> [SUPPLIED RECORDS]
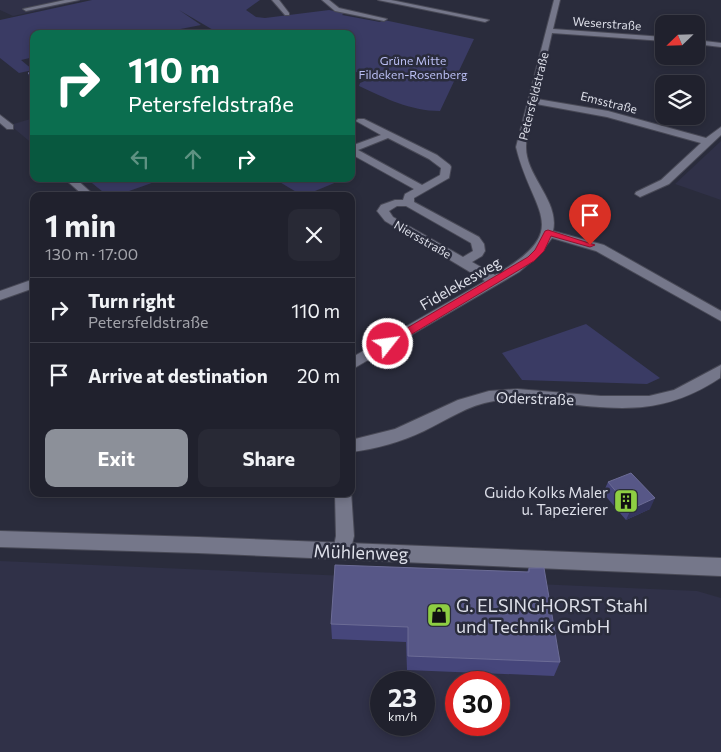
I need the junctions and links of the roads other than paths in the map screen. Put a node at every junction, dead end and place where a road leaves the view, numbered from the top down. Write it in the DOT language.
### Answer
graph roads {
  1 [pos="76,0"];
  2 [pos="275,0"];
  3 [pos="325,0"];
  4 [pos="381,0"];
  5 [pos="557,0"];
  6 [pos="26,9"];
  7 [pos="287,14"];
  8 [pos="384,19"];
  9 [pos="485,20"];
  10 [pos="549,31"];
  11 [pos="655,38"];
  12 [pos="705,43"];
  13 [pos="721,45"];
  14 [pos="532,101"];
  15 [pos="0,118"];
  16 [pos="361,120"];
  17 [pos="10,126"];
  18 [pos="721,130"];
  19 [pos="389,135"];
  20 [pos="708,142"];
  21 [pos="355,148"];
  22 [pos="355,152"];
  23 [pos="74,182"];
  24 [pos="420,188"];
  25 [pos="85,192"];
  26 [pos="640,194"];
  27 [pos="408,203"];
  28 [pos="548,233"];
  29 [pos="464,262"];
  30 [pos="495,281"];
  31 [pos="30,285"];
  32 [pos="0,296"];
  33 [pos="721,317"];
  34 [pos="355,363"];
  35 [pos="721,370"];
  36 [pos="355,445"];
  37 [pos="344,497"];
  38 [pos="0,539"];
  39 [pos="342,551"];
  40 [pos="721,567"];
  1 -- 6 [label="street"];
  2 -- 7 [label="street"];
  3 -- 8 [label="street"];
  4 -- 9 [label="street"];
  5 -- 10 [label="street, Petersfeldstraße"];
  10 -- 11 [label="street, Weserstraße"];
  10 -- 14 [label="street, Petersfeldstraße"];
  12 -- 13 [label="street"];
  14 -- 20 [label="street, Emsstraße"];
  14 -- 28 [label="street, Petersfeldstraße"];
  15 -- 17 [label="street"];
  16 -- 19 [label="street, Niersstraße"];
  18 -- 20 [label="street"];
  19 -- 21 [label="street"];
  19 -- 24 [label="street, Niersstraße"];
  20 -- 26 [label="street"];
  22 -- 24 [label="street"];
  23 -- 25 [label="street"];
  24 -- 27 [label="street, Niersstraße"];
  27 -- 29 [label="street, Niersstraße"];
  27 -- 29 [label="street, Niersstraße"];
  28 -- 30 [label="street, Fidelekesweg"];
  28 -- 33 [label="street"];
  29 -- 30 [label="street, Niersstraße"];
  30 -- 34 [label="street, Fidelekesweg"];
  31 -- 32 [label="street"];
  35 -- 36 [label="street, Oderstraße"];
  37 -- 39 [label="street"];
  38 -- 39 [label="street, Mühlenweg"];
  39 -- 40 [label="street, Mühlenweg"];
}
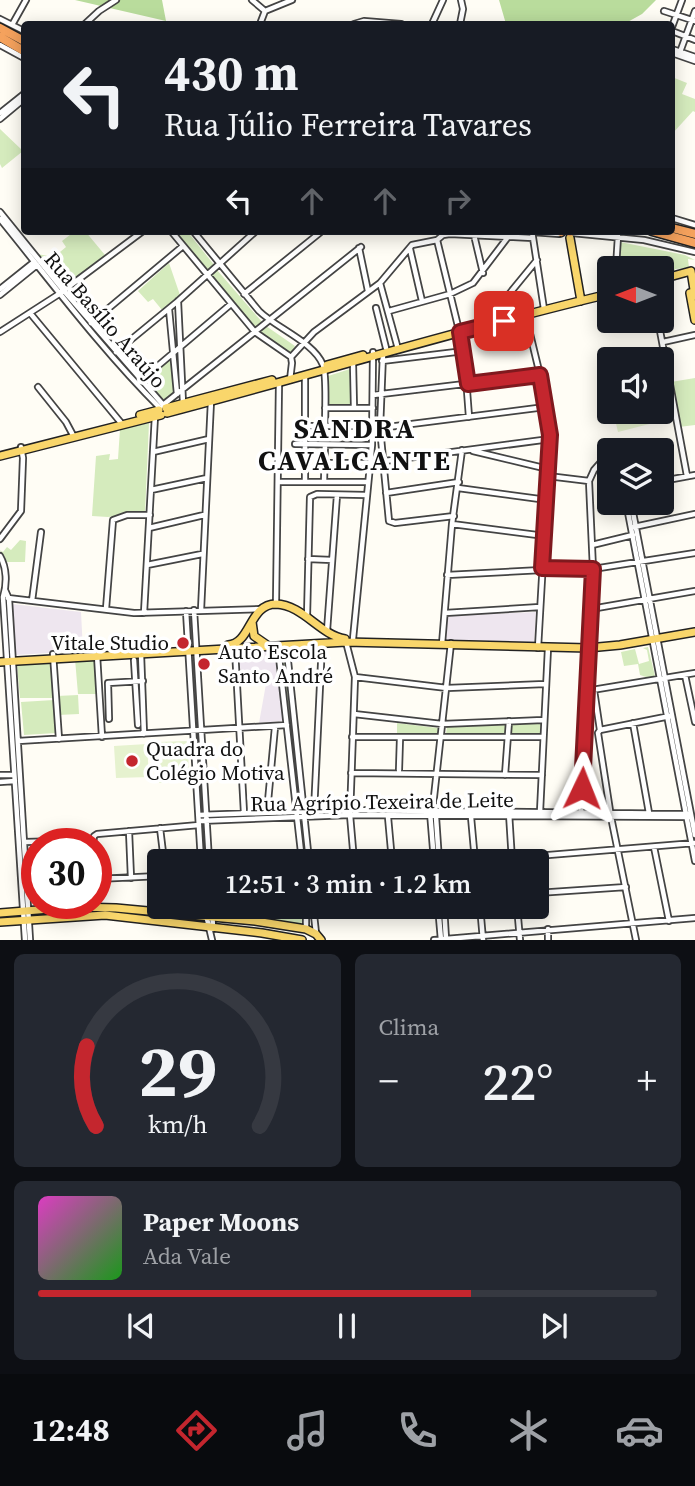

> [WHAT THE TASK REQUIRES] When you retype the material above, copy each line exactly and drop whatever images appear in it.

> [SOLUTION TO THE EXERCISE]
I need the junctions and links of the roads other than paths in the map screen. Put a node at every junction, dead end and place where a road leaves the view, numbered from the top down. Write it in the DOT language.
### Answer
graph roads {
  1 [pos="76,0"];
  2 [pos="275,0"];
  3 [pos="325,0"];
  4 [pos="381,0"];
  5 [pos="557,0"];
  6 [pos="26,9"];
  7 [pos="287,14"];
  8 [pos="384,19"];
  9 [pos="485,20"];
  10 [pos="549,31"];
  11 [pos="655,38"];
  12 [pos="705,43"];
  13 [pos="721,45"];
  14 [pos="532,101"];
  15 [pos="0,118"];
  16 [pos="361,120"];
  17 [pos="10,126"];
  18 [pos="721,130"];
  19 [pos="389,135"];
  20 [pos="708,142"];
  21 [pos="355,148"];
  22 [pos="355,152"];
  23 [pos="74,182"];
  24 [pos="420,188"];
  25 [pos="85,192"];
  26 [pos="640,194"];
  27 [pos="408,203"];
  28 [pos="548,233"];
  29 [pos="464,262"];
  30 [pos="495,281"];
  31 [pos="30,285"];
  32 [pos="0,296"];
  33 [pos="721,317"];
  34 [pos="355,363"];
  35 [pos="721,370"];
  36 [pos="355,445"];
  37 [pos="344,497"];
  38 [pos="0,539"];
  39 [pos="342,551"];
  40 [pos="721,567"];
  1 -- 6 [label="street"];
  2 -- 7 [label="street"];
  3 -- 8 [label="street"];
  4 -- 9 [label="street"];
  5 -- 10 [label="street, Petersfeldstraße"];
  10 -- 11 [label="street, Weserstraße"];
  10 -- 14 [label="street, Petersfeldstraße"];
  12 -- 13 [label="street"];
  14 -- 20 [label="street, Emsstraße"];
  14 -- 28 [label="street, Petersfeldstraße"];
  15 -- 17 [label="street"];
  16 -- 19 [label="street, Niersstraße"];
  18 -- 20 [label="street"];
  19 -- 21 [label="street"];
  19 -- 24 [label="street, Niersstraße"];
  20 -- 26 [label="street"];
  22 -- 24 [label="street"];
  23 -- 25 [label="street"];
  24 -- 27 [label="street, Niersstraße"];
  27 -- 29 [label="street, Niersstraße"];
  27 -- 29 [label="street, Niersstraße"];
  28 -- 30 [label="street, Fidelekesweg"];
  28 -- 33 [label="street"];
  29 -- 30 [label="street, Niersstraße"];
  30 -- 34 [label="street, Fidelekesweg"];
  31 -- 32 [label="street"];
  35 -- 36 [label="street, Oderstraße"];
  37 -- 39 [label="street"];
  38 -- 39 [label="street, Mühlenweg"];
  39 -- 40 [label="street, Mühlenweg"];
}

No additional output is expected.